---------- Material for the task

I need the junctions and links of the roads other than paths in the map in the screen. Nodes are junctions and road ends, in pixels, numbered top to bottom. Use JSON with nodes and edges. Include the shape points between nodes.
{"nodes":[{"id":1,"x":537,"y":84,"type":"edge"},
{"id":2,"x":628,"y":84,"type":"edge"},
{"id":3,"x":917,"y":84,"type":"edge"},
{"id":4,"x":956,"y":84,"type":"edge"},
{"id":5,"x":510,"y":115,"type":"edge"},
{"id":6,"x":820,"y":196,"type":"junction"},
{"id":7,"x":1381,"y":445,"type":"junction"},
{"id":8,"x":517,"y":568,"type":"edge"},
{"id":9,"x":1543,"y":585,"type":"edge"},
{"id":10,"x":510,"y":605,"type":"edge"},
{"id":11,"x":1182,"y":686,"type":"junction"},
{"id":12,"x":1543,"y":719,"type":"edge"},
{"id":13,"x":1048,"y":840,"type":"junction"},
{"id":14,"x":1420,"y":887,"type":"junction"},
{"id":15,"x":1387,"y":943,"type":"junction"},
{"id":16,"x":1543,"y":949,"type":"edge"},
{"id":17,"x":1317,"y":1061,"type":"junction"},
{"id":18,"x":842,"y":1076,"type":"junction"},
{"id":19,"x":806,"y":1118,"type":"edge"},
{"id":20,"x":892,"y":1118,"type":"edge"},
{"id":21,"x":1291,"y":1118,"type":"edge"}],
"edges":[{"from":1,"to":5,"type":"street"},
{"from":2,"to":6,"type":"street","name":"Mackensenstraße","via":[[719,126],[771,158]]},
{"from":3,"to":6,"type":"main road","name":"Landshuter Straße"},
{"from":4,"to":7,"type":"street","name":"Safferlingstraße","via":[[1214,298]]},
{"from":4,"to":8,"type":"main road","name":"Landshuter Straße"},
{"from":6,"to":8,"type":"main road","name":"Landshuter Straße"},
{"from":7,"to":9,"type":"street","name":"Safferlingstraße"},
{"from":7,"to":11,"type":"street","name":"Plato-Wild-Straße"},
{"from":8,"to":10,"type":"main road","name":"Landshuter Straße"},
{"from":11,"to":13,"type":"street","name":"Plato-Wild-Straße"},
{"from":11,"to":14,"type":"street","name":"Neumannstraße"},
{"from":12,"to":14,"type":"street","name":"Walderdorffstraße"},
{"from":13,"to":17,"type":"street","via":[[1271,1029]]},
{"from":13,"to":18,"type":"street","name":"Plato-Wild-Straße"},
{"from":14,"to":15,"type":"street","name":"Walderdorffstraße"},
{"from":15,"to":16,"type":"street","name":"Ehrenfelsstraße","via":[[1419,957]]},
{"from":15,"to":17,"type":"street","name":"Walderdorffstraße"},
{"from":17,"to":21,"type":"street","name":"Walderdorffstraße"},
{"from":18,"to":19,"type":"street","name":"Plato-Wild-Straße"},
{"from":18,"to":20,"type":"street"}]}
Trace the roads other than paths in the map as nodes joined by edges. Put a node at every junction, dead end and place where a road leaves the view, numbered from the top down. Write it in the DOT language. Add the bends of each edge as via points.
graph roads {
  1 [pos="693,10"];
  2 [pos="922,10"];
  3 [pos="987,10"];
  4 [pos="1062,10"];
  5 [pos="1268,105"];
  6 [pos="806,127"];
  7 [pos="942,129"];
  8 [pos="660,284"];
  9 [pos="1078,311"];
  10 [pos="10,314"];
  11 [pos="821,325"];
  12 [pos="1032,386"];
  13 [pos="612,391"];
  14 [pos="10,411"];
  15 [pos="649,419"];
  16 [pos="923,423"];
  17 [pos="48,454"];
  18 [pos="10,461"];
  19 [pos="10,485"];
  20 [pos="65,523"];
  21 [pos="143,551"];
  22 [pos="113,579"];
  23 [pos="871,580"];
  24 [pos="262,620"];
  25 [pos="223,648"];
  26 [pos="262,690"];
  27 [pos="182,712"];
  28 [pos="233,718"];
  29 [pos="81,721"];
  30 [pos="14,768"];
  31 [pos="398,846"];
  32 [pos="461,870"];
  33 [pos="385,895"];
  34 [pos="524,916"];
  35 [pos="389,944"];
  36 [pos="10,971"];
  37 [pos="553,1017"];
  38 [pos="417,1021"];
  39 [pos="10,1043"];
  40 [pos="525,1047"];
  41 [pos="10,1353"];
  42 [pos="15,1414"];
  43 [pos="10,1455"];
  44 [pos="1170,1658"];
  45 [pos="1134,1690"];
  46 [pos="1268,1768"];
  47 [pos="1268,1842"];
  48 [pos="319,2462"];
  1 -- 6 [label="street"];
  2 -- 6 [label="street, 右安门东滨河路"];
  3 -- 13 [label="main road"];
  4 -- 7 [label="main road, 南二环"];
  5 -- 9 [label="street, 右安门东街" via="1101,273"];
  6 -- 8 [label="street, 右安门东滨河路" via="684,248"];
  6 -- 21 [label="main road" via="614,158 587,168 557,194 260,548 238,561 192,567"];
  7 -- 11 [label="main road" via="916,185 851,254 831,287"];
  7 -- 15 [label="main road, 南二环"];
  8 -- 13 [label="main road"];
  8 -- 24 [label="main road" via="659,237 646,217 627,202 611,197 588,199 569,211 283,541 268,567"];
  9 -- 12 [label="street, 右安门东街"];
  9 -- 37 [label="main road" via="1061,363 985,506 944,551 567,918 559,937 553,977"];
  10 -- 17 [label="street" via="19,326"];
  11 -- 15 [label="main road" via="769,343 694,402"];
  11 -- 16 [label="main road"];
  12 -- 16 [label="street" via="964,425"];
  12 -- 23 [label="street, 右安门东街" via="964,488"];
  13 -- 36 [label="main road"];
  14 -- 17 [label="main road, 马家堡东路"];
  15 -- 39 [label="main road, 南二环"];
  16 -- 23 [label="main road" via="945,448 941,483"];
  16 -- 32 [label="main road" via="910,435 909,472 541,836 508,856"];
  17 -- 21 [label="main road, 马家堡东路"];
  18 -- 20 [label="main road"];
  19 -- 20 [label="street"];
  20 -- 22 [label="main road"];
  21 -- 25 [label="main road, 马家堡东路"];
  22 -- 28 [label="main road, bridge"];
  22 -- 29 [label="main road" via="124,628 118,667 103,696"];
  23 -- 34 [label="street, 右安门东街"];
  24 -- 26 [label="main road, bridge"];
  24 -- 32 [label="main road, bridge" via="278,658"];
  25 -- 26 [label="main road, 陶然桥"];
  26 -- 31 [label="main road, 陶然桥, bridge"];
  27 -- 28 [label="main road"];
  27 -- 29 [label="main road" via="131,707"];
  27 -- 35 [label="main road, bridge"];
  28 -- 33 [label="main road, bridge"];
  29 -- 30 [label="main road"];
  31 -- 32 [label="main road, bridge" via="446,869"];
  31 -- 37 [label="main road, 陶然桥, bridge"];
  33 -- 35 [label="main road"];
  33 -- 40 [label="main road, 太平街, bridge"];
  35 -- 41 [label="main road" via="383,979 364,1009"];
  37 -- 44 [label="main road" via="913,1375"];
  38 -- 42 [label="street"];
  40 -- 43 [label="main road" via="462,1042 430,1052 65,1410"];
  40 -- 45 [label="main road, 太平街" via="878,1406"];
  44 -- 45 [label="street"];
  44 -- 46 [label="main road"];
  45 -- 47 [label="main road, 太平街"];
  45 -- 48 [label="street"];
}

--------------------

- Your objective: Retype the listing above in full, with no alterations.

- Your solution:
I need the junctions and links of the roads other than paths in the map in the screen. Nodes are junctions and road ends, in pixels, numbered top to bottom. Use JSON with nodes and edges. Include the shape points between nodes.
{"nodes":[{"id":1,"x":537,"y":84,"type":"edge"},
{"id":2,"x":628,"y":84,"type":"edge"},
{"id":3,"x":917,"y":84,"type":"edge"},
{"id":4,"x":956,"y":84,"type":"edge"},
{"id":5,"x":510,"y":115,"type":"edge"},
{"id":6,"x":820,"y":196,"type":"junction"},
{"id":7,"x":1381,"y":445,"type":"junction"},
{"id":8,"x":517,"y":568,"type":"edge"},
{"id":9,"x":1543,"y":585,"type":"edge"},
{"id":10,"x":510,"y":605,"type":"edge"},
{"id":11,"x":1182,"y":686,"type":"junction"},
{"id":12,"x":1543,"y":719,"type":"edge"},
{"id":13,"x":1048,"y":840,"type":"junction"},
{"id":14,"x":1420,"y":887,"type":"junction"},
{"id":15,"x":1387,"y":943,"type":"junction"},
{"id":16,"x":1543,"y":949,"type":"edge"},
{"id":17,"x":1317,"y":1061,"type":"junction"},
{"id":18,"x":842,"y":1076,"type":"junction"},
{"id":19,"x":806,"y":1118,"type":"edge"},
{"id":20,"x":892,"y":1118,"type":"edge"},
{"id":21,"x":1291,"y":1118,"type":"edge"}],
"edges":[{"from":1,"to":5,"type":"street"},
{"from":2,"to":6,"type":"street","name":"Mackensenstraße","via":[[719,126],[771,158]]},
{"from":3,"to":6,"type":"main road","name":"Landshuter Straße"},
{"from":4,"to":7,"type":"street","name":"Safferlingstraße","via":[[1214,298]]},
{"from":4,"to":8,"type":"main road","name":"Landshuter Straße"},
{"from":6,"to":8,"type":"main road","name":"Landshuter Straße"},
{"from":7,"to":9,"type":"street","name":"Safferlingstraße"},
{"from":7,"to":11,"type":"street","name":"Plato-Wild-Straße"},
{"from":8,"to":10,"type":"main road","name":"Landshuter Straße"},
{"from":11,"to":13,"type":"street","name":"Plato-Wild-Straße"},
{"from":11,"to":14,"type":"street","name":"Neumannstraße"},
{"from":12,"to":14,"type":"street","name":"Walderdorffstraße"},
{"from":13,"to":17,"type":"street","via":[[1271,1029]]},
{"from":13,"to":18,"type":"street","name":"Plato-Wild-Straße"},
{"from":14,"to":15,"type":"street","name":"Walderdorffstraße"},
{"from":15,"to":16,"type":"street","name":"Ehrenfelsstraße","via":[[1419,957]]},
{"from":15,"to":17,"type":"street","name":"Walderdorffstraße"},
{"from":17,"to":21,"type":"street","name":"Walderdorffstraße"},
{"from":18,"to":19,"type":"street","name":"Plato-Wild-Straße"},
{"from":18,"to":20,"type":"street"}]}
Trace the roads other than paths in the map as nodes joined by edges. Put a node at every junction, dead end and place where a road leaves the view, numbered from the top down. Write it in the DOT language. Add the bends of each edge as via points.
graph roads {
  1 [pos="693,10"];
  2 [pos="922,10"];
  3 [pos="987,10"];
  4 [pos="1062,10"];
  5 [pos="1268,105"];
  6 [pos="806,127"];
  7 [pos="942,129"];
  8 [pos="660,284"];
  9 [pos="1078,311"];
  10 [pos="10,314"];
  11 [pos="821,325"];
  12 [pos="1032,386"];
  13 [pos="612,391"];
  14 [pos="10,411"];
  15 [pos="649,419"];
  16 [pos="923,423"];
  17 [pos="48,454"];
  18 [pos="10,461"];
  19 [pos="10,485"];
  20 [pos="65,523"];
  21 [pos="143,551"];
  22 [pos="113,579"];
  23 [pos="871,580"];
  24 [pos="262,620"];
  25 [pos="223,648"];
  26 [pos="262,690"];
  27 [pos="182,712"];
  28 [pos="233,718"];
  29 [pos="81,721"];
  30 [pos="14,768"];
  31 [pos="398,846"];
  32 [pos="461,870"];
  33 [pos="385,895"];
  34 [pos="524,916"];
  35 [pos="389,944"];
  36 [pos="10,971"];
  37 [pos="553,1017"];
  38 [pos="417,1021"];
  39 [pos="10,1043"];
  40 [pos="525,1047"];
  41 [pos="10,1353"];
  42 [pos="15,1414"];
  43 [pos="10,1455"];
  44 [pos="1170,1658"];
  45 [pos="1134,1690"];
  46 [pos="1268,1768"];
  47 [pos="1268,1842"];
  48 [pos="319,2462"];
  1 -- 6 [label="street"];
  2 -- 6 [label="street, 右安门东滨河路"];
  3 -- 13 [label="main road"];
  4 -- 7 [label="main road, 南二环"];
  5 -- 9 [label="street, 右安门东街" via="1101,273"];
  6 -- 8 [label="street, 右安门东滨河路" via="684,248"];
  6 -- 21 [label="main road" via="614,158 587,168 557,194 260,548 238,561 192,567"];
  7 -- 11 [label="main road" via="916,185 851,254 831,287"];
  7 -- 15 [label="main road, 南二环"];
  8 -- 13 [label="main road"];
  8 -- 24 [label="main road" via="659,237 646,217 627,202 611,197 588,199 569,211 283,541 268,567"];
  9 -- 12 [label="street, 右安门东街"];
  9 -- 37 [label="main road" via="1061,363 985,506 944,551 567,918 559,937 553,977"];
  10 -- 17 [label="street" via="19,326"];
  11 -- 15 [label="main road" via="769,343 694,402"];
  11 -- 16 [label="main road"];
  12 -- 16 [label="street" via="964,425"];
  12 -- 23 [label="street, 右安门东街" via="964,488"];
  13 -- 36 [label="main road"];
  14 -- 17 [label="main road, 马家堡东路"];
  15 -- 39 [label="main road, 南二环"];
  16 -- 23 [label="main road" via="945,448 941,483"];
  16 -- 32 [label="main road" via="910,435 909,472 541,836 508,856"];
  17 -- 21 [label="main road, 马家堡东路"];
  18 -- 20 [label="main road"];
  19 -- 20 [label="street"];
  20 -- 22 [label="main road"];
  21 -- 25 [label="main road, 马家堡东路"];
  22 -- 28 [label="main road, bridge"];
  22 -- 29 [label="main road" via="124,628 118,667 103,696"];
  23 -- 34 [label="street, 右安门东街"];
  24 -- 26 [label="main road, bridge"];
  24 -- 32 [label="main road, bridge" via="278,658"];
  25 -- 26 [label="main road, 陶然桥"];
  26 -- 31 [label="main road, 陶然桥, bridge"];
  27 -- 28 [label="main road"];
  27 -- 29 [label="main road" via="131,707"];
  27 -- 35 [label="main road, bridge"];
  28 -- 33 [label="main road, bridge"];
  29 -- 30 [label="main road"];
  31 -- 32 [label="main road, bridge" via="446,869"];
  31 -- 37 [label="main road, 陶然桥, bridge"];
  33 -- 35 [label="main road"];
  33 -- 40 [label="main road, 太平街, bridge"];
  35 -- 41 [label="main road" via="383,979 364,1009"];
  37 -- 44 [label="main road" via="913,1375"];
  38 -- 42 [label="street"];
  40 -- 43 [label="main road" via="462,1042 430,1052 65,1410"];
  40 -- 45 [label="main road, 太平街" via="878,1406"];
  44 -- 45 [label="street"];
  44 -- 46 [label="main road"];
  45 -- 47 [label="main road, 太平街"];
  45 -- 48 [label="street"];
}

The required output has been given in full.